> INSTRUCTIONS FOR THE TASK
Take the records below and set down exactly the lines from the one with "pinky mcp: (443, 192)" to the one with "ring tip: (380, 259)", ends included; do not copy the pictures.

> DATA FOR THIS EXERCISE
»»

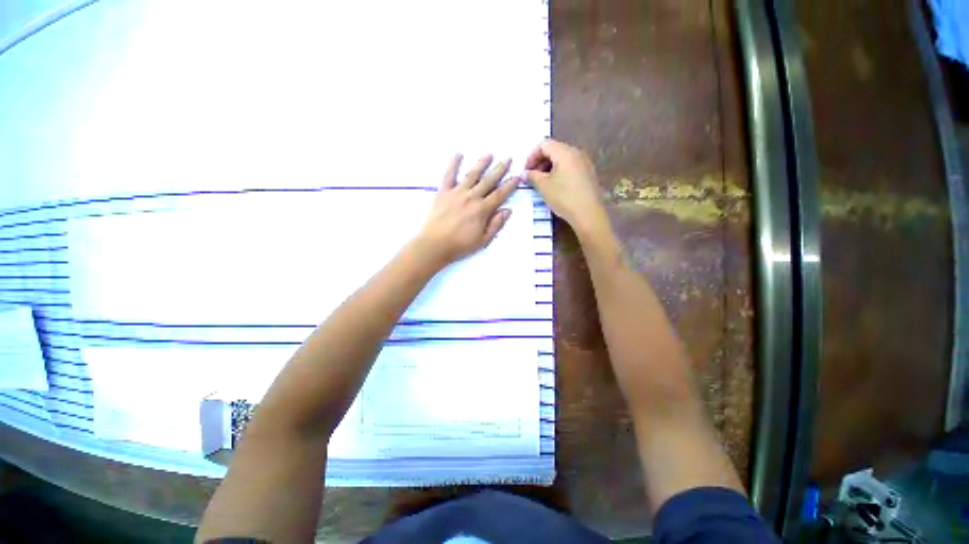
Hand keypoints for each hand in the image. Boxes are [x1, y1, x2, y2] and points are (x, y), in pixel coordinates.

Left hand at [414, 154, 519, 267]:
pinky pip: (449, 175)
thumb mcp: (483, 240)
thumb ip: (496, 224)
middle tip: (508, 158)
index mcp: (482, 210)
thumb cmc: (460, 245)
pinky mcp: (443, 192)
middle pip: (489, 181)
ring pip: (472, 174)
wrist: (434, 244)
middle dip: (500, 169)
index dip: (510, 185)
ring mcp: (457, 192)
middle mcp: (472, 197)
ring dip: (482, 163)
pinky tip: (458, 154)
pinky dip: (453, 164)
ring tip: (489, 154)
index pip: (500, 194)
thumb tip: (508, 210)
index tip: (518, 176)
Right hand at [525, 140, 607, 234]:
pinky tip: (555, 187)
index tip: (526, 171)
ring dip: (548, 168)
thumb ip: (532, 176)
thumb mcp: (543, 187)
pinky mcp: (588, 174)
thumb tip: (525, 174)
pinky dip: (559, 172)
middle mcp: (576, 153)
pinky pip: (570, 167)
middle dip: (540, 162)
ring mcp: (584, 163)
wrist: (588, 214)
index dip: (531, 156)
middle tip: (532, 177)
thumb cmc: (564, 197)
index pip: (544, 144)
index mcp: (565, 152)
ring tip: (542, 183)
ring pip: (562, 159)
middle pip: (554, 150)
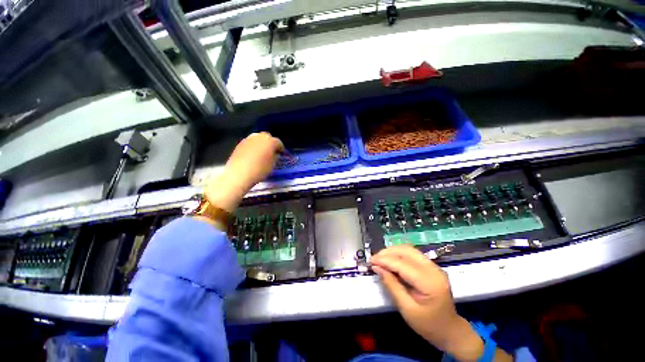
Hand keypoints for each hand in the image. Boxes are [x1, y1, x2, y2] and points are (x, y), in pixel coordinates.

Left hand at [204, 132, 283, 212]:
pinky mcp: (240, 143)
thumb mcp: (273, 165)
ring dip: (261, 144)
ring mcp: (248, 139)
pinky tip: (252, 155)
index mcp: (270, 141)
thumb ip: (275, 156)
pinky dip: (253, 147)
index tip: (281, 154)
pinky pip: (250, 143)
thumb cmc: (260, 170)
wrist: (239, 174)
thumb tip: (274, 153)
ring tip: (261, 153)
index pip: (278, 142)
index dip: (281, 148)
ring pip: (257, 138)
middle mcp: (259, 137)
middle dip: (270, 143)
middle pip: (267, 137)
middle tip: (271, 151)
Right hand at [371, 245, 485, 360]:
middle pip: (407, 251)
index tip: (371, 261)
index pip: (403, 264)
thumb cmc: (428, 325)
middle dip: (388, 252)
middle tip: (374, 259)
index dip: (385, 260)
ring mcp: (434, 266)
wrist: (450, 330)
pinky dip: (399, 254)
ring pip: (409, 249)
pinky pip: (412, 254)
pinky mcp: (431, 267)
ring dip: (393, 251)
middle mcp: (434, 269)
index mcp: (430, 282)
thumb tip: (377, 267)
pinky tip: (391, 260)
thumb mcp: (407, 309)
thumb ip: (392, 285)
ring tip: (380, 259)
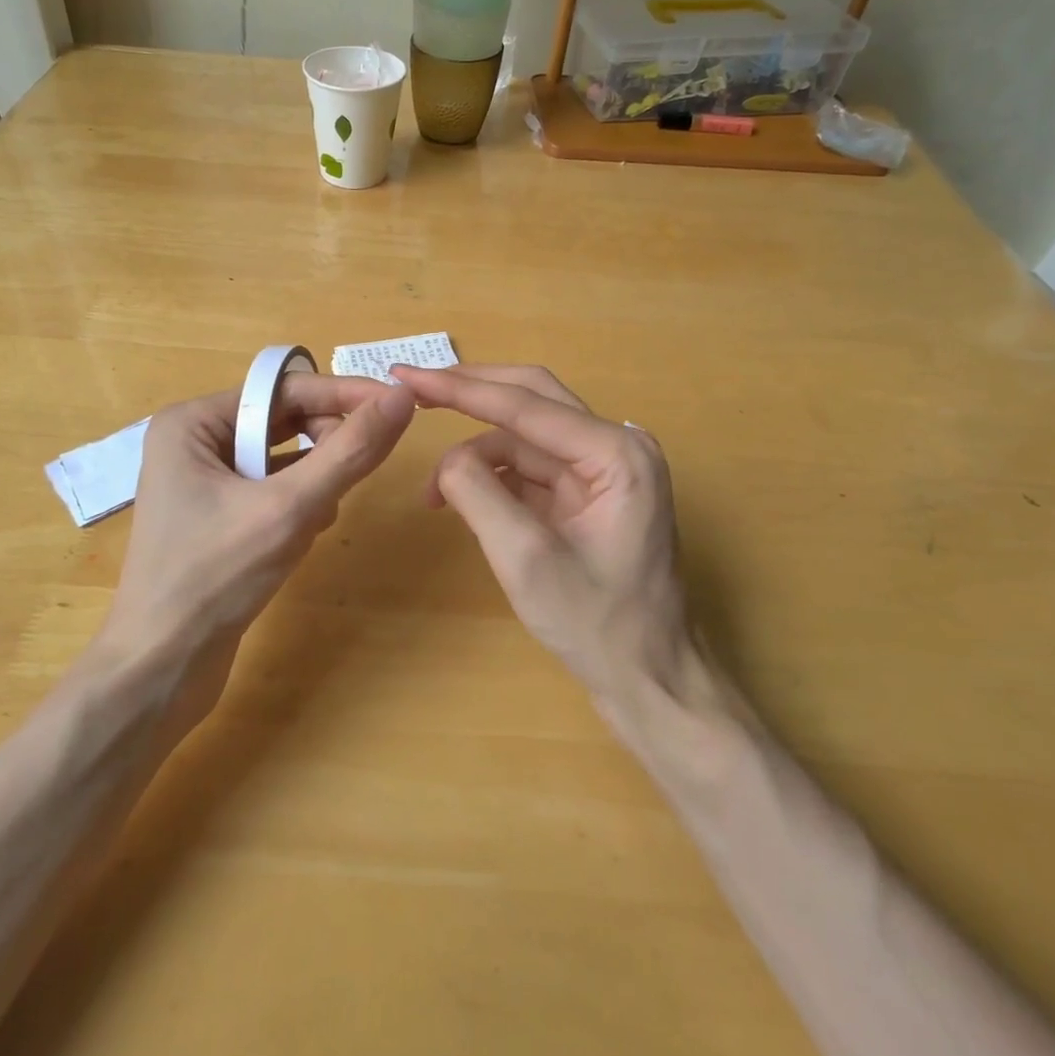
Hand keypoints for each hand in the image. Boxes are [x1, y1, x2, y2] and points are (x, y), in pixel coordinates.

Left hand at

««

> ANSWER AREA
pinky mcp: (443, 192)
middle pip: (489, 181)
ring pip: (472, 174)
wrist: (434, 244)
middle dip: (500, 169)
index dip: (510, 185)
ring mcp: (457, 192)
middle mcp: (472, 197)
ring dip: (482, 163)
pinky tip: (458, 154)
pinky dip: (453, 164)
ring tip: (489, 154)
index pip: (500, 194)
thumb tip: (508, 210)
index tip: (518, 176)
Right hand at [525, 140, 607, 234]:
pinky tip: (555, 187)
index tip: (526, 171)
ring dip: (548, 168)
thumb ip: (532, 176)
thumb mcp: (543, 187)
pinky mcp: (588, 174)
thumb tip: (525, 174)
pinky dip: (559, 172)
middle mcp: (576, 153)
pinky pip: (570, 167)
middle dip: (540, 162)
ring mcp: (584, 163)
wrist: (588, 214)
index dip: (531, 156)
middle tip: (532, 177)
thumb cmc: (564, 197)
index pip: (544, 144)
index mcp: (565, 152)
ring tip: (542, 183)
ring pip: (562, 159)
middle pip: (554, 150)
Hand keypoints for each hand in the image. Boxes are [x1, y1, x2, y2] and points are (x, y), in pixel coordinates.

Left hand at [204, 132, 283, 212]:
pinky mcp: (240, 143)
thumb mcp: (273, 165)
ring dip: (261, 144)
ring mcp: (248, 139)
pinky tip: (252, 155)
index mcp: (270, 141)
thumb ip: (275, 156)
pinky dip: (253, 147)
index tip: (281, 154)
pinky pip: (250, 143)
thumb cmc: (260, 170)
wrist: (239, 174)
thumb tip: (274, 153)
ring tip: (261, 153)
index pip: (278, 142)
index dip: (281, 148)
ring pip: (257, 138)
middle mcp: (259, 137)
middle dip: (270, 143)
middle pip: (267, 137)
middle tip: (271, 151)
Right hand at [371, 245, 485, 360]:
middle pip: (407, 251)
index tip: (371, 261)
index pip: (403, 264)
thumb cmc: (428, 325)
middle dip: (388, 252)
middle tip: (374, 259)
index dip: (385, 260)
ring mcp: (434, 266)
wrist: (450, 330)
pinky dip: (399, 254)
ring pip: (409, 249)
pinky pip: (412, 254)
pinky mcp: (431, 267)
ring dip: (393, 251)
middle mcp: (434, 269)
index mcp: (430, 282)
thumb tip: (377, 267)
pinky tip: (391, 260)
thumb mcp: (407, 309)
thumb ip: (392, 285)
ring tip: (380, 259)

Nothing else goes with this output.